=== WORK REQUIRED ===
Please retype all of the following entries exactly.
+ + +
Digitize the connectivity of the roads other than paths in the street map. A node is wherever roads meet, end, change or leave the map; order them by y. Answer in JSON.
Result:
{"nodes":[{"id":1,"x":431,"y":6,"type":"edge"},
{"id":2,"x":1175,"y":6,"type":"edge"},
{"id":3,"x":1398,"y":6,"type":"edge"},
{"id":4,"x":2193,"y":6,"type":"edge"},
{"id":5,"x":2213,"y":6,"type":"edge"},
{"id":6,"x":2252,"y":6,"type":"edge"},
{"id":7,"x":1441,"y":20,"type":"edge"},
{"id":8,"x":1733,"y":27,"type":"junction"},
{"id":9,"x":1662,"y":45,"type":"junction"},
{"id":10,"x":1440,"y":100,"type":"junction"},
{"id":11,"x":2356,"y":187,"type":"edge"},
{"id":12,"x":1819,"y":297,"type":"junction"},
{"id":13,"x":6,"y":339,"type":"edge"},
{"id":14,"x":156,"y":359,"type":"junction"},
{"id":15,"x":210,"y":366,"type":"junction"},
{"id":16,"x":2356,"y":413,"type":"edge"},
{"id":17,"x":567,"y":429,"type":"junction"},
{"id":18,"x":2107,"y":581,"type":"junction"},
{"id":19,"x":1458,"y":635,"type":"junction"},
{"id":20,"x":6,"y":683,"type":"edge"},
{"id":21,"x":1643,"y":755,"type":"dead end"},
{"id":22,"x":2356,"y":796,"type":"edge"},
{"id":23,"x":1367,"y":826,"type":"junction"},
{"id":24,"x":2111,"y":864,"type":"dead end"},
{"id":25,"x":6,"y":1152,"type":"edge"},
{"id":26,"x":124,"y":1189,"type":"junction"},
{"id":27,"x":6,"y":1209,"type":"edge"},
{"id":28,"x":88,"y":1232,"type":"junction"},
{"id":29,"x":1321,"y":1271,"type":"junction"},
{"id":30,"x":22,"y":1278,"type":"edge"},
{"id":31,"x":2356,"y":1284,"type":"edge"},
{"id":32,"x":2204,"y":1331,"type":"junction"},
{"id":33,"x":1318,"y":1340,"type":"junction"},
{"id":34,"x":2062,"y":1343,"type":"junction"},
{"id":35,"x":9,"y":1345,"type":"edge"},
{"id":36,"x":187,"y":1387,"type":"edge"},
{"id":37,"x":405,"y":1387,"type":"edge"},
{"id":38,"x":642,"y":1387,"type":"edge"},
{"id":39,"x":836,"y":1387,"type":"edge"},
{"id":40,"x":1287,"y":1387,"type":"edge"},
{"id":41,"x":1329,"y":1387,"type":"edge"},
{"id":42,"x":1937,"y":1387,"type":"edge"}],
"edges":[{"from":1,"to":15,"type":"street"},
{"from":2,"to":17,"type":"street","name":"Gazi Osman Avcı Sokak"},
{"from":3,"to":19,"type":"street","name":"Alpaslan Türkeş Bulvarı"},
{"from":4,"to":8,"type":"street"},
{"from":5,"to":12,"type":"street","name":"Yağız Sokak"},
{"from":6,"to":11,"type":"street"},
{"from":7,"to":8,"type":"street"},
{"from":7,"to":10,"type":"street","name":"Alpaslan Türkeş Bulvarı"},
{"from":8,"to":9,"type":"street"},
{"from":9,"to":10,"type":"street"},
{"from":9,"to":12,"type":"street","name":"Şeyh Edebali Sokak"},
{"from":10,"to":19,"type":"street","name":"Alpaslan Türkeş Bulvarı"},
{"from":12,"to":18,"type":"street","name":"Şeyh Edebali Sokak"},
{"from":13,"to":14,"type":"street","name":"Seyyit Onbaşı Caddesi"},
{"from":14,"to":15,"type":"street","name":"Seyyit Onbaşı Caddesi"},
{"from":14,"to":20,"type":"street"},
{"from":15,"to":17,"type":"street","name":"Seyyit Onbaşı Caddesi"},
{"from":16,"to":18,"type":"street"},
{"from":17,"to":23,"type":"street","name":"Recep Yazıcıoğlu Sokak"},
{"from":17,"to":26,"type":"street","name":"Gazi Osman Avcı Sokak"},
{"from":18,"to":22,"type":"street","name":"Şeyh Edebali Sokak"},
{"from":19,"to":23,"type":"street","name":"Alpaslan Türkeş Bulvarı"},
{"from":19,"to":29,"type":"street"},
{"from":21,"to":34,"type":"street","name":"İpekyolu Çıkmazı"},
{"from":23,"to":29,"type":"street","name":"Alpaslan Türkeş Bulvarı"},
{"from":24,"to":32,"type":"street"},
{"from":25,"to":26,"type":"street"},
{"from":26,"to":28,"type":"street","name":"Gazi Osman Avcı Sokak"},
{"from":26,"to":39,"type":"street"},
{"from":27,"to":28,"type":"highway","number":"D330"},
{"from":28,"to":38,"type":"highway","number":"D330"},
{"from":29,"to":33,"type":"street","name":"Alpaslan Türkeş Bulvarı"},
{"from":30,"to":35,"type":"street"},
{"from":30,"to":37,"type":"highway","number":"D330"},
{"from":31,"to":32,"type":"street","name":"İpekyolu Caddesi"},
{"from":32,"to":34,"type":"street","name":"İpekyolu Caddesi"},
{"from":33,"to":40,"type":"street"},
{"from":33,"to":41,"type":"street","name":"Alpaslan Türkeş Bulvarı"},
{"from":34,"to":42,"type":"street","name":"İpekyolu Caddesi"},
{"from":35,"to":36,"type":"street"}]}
+ + +
=== YOUR RESPONSE ===
Digitize the connectivity of the roads other than paths in the street map. A node is wherever roads meet, end, change or leave the map; order them by y. Answer in JSON.
Result:
{"nodes":[{"id":1,"x":431,"y":6,"type":"edge"},
{"id":2,"x":1175,"y":6,"type":"edge"},
{"id":3,"x":1398,"y":6,"type":"edge"},
{"id":4,"x":2193,"y":6,"type":"edge"},
{"id":5,"x":2213,"y":6,"type":"edge"},
{"id":6,"x":2252,"y":6,"type":"edge"},
{"id":7,"x":1441,"y":20,"type":"edge"},
{"id":8,"x":1733,"y":27,"type":"junction"},
{"id":9,"x":1662,"y":45,"type":"junction"},
{"id":10,"x":1440,"y":100,"type":"junction"},
{"id":11,"x":2356,"y":187,"type":"edge"},
{"id":12,"x":1819,"y":297,"type":"junction"},
{"id":13,"x":6,"y":339,"type":"edge"},
{"id":14,"x":156,"y":359,"type":"junction"},
{"id":15,"x":210,"y":366,"type":"junction"},
{"id":16,"x":2356,"y":413,"type":"edge"},
{"id":17,"x":567,"y":429,"type":"junction"},
{"id":18,"x":2107,"y":581,"type":"junction"},
{"id":19,"x":1458,"y":635,"type":"junction"},
{"id":20,"x":6,"y":683,"type":"edge"},
{"id":21,"x":1643,"y":755,"type":"dead end"},
{"id":22,"x":2356,"y":796,"type":"edge"},
{"id":23,"x":1367,"y":826,"type":"junction"},
{"id":24,"x":2111,"y":864,"type":"dead end"},
{"id":25,"x":6,"y":1152,"type":"edge"},
{"id":26,"x":124,"y":1189,"type":"junction"},
{"id":27,"x":6,"y":1209,"type":"edge"},
{"id":28,"x":88,"y":1232,"type":"junction"},
{"id":29,"x":1321,"y":1271,"type":"junction"},
{"id":30,"x":22,"y":1278,"type":"edge"},
{"id":31,"x":2356,"y":1284,"type":"edge"},
{"id":32,"x":2204,"y":1331,"type":"junction"},
{"id":33,"x":1318,"y":1340,"type":"junction"},
{"id":34,"x":2062,"y":1343,"type":"junction"},
{"id":35,"x":9,"y":1345,"type":"edge"},
{"id":36,"x":187,"y":1387,"type":"edge"},
{"id":37,"x":405,"y":1387,"type":"edge"},
{"id":38,"x":642,"y":1387,"type":"edge"},
{"id":39,"x":836,"y":1387,"type":"edge"},
{"id":40,"x":1287,"y":1387,"type":"edge"},
{"id":41,"x":1329,"y":1387,"type":"edge"},
{"id":42,"x":1937,"y":1387,"type":"edge"}],
"edges":[{"from":1,"to":15,"type":"street"},
{"from":2,"to":17,"type":"street","name":"Gazi Osman Avcı Sokak"},
{"from":3,"to":19,"type":"street","name":"Alpaslan Türkeş Bulvarı"},
{"from":4,"to":8,"type":"street"},
{"from":5,"to":12,"type":"street","name":"Yağız Sokak"},
{"from":6,"to":11,"type":"street"},
{"from":7,"to":8,"type":"street"},
{"from":7,"to":10,"type":"street","name":"Alpaslan Türkeş Bulvarı"},
{"from":8,"to":9,"type":"street"},
{"from":9,"to":10,"type":"street"},
{"from":9,"to":12,"type":"street","name":"Şeyh Edebali Sokak"},
{"from":10,"to":19,"type":"street","name":"Alpaslan Türkeş Bulvarı"},
{"from":12,"to":18,"type":"street","name":"Şeyh Edebali Sokak"},
{"from":13,"to":14,"type":"street","name":"Seyyit Onbaşı Caddesi"},
{"from":14,"to":15,"type":"street","name":"Seyyit Onbaşı Caddesi"},
{"from":14,"to":20,"type":"street"},
{"from":15,"to":17,"type":"street","name":"Seyyit Onbaşı Caddesi"},
{"from":16,"to":18,"type":"street"},
{"from":17,"to":23,"type":"street","name":"Recep Yazıcıoğlu Sokak"},
{"from":17,"to":26,"type":"street","name":"Gazi Osman Avcı Sokak"},
{"from":18,"to":22,"type":"street","name":"Şeyh Edebali Sokak"},
{"from":19,"to":23,"type":"street","name":"Alpaslan Türkeş Bulvarı"},
{"from":19,"to":29,"type":"street"},
{"from":21,"to":34,"type":"street","name":"İpekyolu Çıkmazı"},
{"from":23,"to":29,"type":"street","name":"Alpaslan Türkeş Bulvarı"},
{"from":24,"to":32,"type":"street"},
{"from":25,"to":26,"type":"street"},
{"from":26,"to":28,"type":"street","name":"Gazi Osman Avcı Sokak"},
{"from":26,"to":39,"type":"street"},
{"from":27,"to":28,"type":"highway","number":"D330"},
{"from":28,"to":38,"type":"highway","number":"D330"},
{"from":29,"to":33,"type":"street","name":"Alpaslan Türkeş Bulvarı"},
{"from":30,"to":35,"type":"street"},
{"from":30,"to":37,"type":"highway","number":"D330"},
{"from":31,"to":32,"type":"street","name":"İpekyolu Caddesi"},
{"from":32,"to":34,"type":"street","name":"İpekyolu Caddesi"},
{"from":33,"to":40,"type":"street"},
{"from":33,"to":41,"type":"street","name":"Alpaslan Türkeş Bulvarı"},
{"from":34,"to":42,"type":"street","name":"İpekyolu Caddesi"},
{"from":35,"to":36,"type":"street"}]}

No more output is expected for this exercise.